NOTAS AL MARGEN
David Fernández
Los profesores recuperan el control de las aulas
LLEGA un momento en la vida de toda mujer -sí, queridas, a las diosas del Olimpo también les ocurre-, en el que los cuerpos experimentan algunos pequeños e insignificantes cambios. Además de los archiconocidos efectos de la gravedad que convierten a los traseros en elementos corporales con vida propia y a los bustos en lagrimones que lloran por su cada vez mayor proximidad al suelo, hay otras variaciones que, por suerte o por desgracia, hacen que las mujeres se las pueda dividir en dos: jamonas o mojamas.
Las primeras experimientan en sus propias carnes todo tipo de retenciones de líquidos y ven como su volumen aumenta de manera estrepitosa hasta parecer aceitunas con piernas.

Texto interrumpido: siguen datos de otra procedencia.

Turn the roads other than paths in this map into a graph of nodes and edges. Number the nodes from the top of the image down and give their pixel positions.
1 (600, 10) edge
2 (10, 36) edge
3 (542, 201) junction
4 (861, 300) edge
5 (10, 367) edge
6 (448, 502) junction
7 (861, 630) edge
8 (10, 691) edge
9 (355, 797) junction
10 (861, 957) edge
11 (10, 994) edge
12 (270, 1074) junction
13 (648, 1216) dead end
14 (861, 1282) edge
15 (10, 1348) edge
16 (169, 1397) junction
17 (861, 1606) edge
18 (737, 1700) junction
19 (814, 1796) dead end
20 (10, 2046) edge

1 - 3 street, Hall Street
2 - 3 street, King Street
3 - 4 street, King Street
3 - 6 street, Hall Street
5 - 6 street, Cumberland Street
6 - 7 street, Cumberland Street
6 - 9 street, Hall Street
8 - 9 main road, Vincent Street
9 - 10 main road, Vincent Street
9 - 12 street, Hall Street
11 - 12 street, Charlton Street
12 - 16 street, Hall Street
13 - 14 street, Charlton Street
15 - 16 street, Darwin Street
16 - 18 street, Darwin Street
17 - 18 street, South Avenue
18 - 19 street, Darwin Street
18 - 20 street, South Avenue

A las segundas les pasa justo lo contrario. La carne de su cuerpo empieza a desaparecer como por arte de magia y sólo queda en ellas kilos y kilos de piel sin estirar que se ha quedado vacía.

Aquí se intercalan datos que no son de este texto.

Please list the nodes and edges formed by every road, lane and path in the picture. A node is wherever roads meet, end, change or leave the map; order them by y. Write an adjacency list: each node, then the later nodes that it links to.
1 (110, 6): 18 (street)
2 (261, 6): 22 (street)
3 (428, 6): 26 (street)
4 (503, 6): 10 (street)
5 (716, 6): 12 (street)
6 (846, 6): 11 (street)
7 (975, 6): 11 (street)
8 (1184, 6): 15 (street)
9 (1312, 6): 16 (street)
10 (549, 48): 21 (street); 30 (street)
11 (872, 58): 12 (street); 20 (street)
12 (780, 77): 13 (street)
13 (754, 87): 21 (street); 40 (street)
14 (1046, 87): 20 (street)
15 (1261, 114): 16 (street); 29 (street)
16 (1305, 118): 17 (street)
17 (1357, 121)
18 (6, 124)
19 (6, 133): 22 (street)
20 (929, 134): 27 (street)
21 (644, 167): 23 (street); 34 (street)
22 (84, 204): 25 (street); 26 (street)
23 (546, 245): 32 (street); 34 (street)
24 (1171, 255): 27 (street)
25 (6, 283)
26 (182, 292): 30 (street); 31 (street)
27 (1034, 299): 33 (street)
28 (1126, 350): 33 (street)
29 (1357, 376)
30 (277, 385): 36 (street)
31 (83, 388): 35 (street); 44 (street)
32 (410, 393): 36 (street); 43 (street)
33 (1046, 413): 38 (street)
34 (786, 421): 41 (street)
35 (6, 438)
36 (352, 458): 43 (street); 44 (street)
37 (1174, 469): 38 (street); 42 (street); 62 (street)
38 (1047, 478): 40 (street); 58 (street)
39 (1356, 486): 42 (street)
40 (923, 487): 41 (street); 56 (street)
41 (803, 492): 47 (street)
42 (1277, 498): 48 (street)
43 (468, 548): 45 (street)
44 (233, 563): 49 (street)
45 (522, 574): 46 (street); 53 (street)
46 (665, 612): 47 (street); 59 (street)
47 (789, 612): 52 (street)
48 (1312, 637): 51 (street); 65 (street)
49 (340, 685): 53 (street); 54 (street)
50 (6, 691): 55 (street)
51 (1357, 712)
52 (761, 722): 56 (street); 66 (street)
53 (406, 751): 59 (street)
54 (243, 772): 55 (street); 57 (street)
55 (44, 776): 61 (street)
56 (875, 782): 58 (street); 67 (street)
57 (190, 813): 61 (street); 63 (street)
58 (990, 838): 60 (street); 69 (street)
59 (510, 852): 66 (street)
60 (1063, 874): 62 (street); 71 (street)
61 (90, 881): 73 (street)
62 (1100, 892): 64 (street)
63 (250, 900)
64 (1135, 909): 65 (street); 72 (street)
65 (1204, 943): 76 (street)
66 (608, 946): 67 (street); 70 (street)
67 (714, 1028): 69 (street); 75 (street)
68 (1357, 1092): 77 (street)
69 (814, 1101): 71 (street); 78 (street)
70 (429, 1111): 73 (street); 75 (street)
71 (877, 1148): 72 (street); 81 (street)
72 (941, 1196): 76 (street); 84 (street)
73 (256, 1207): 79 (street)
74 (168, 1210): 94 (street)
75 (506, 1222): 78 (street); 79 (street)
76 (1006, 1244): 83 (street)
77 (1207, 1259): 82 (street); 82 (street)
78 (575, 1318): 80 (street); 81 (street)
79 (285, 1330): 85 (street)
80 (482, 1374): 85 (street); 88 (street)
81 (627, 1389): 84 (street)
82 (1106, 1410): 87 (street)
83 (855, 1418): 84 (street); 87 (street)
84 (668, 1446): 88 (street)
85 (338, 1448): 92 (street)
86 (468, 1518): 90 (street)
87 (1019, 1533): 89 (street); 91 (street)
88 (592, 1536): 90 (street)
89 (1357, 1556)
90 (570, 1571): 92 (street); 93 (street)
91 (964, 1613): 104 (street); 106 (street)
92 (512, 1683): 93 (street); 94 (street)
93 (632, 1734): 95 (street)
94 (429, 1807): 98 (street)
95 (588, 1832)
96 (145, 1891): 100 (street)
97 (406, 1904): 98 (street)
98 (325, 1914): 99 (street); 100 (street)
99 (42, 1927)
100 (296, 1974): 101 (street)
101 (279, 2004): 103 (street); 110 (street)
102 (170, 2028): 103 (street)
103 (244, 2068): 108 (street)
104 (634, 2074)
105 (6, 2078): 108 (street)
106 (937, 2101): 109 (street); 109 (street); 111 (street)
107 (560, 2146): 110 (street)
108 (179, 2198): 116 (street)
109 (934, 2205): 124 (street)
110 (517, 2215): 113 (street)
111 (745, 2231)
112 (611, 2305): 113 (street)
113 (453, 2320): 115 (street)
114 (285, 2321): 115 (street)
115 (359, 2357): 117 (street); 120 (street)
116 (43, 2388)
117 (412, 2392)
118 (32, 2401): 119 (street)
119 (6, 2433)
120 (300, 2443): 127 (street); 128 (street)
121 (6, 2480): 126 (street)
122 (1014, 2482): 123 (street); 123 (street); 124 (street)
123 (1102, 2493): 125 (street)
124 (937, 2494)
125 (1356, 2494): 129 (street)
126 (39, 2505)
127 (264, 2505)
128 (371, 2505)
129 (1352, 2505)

Es difícil saber a ciencia cierta qué suerte tendrán nuestros cuerpos pasados unos años. Lo mismo, la esbelta rubia de curvas de infarto termina convertida en una bolita y la chica que pasó su juventud vistiendo una 44 pasa a estar más seca que una pasa. Ni la bruja Lola podría vislumbrar nuestro devenir corpóreo. Mientras tanto, las futuras jamonas y mojamas nos matamos en los gimnasios, practicamos ritos satánicos para luchar contra las leyes físicas y tiramos de milagrosas cremas de polvo de ala de saltamontes para retrasar todo lo que podamos este proceso. Pero, amigas, no os hagáis ilusiones. El destino es el destino y todas terminaremos convertidas, tarde o temprano, en uno de los dos tipos de mujeres. Porque, según el dicho, "pasados los 40, o te ajamonas o te amojamas". Per qué queréis que os diga, tanto el jamón como la mojama están para chuparse los dedos, igual que nosotras, tengamos los años, los kilos o las pieles muertas que los años hayan querido regalarnos.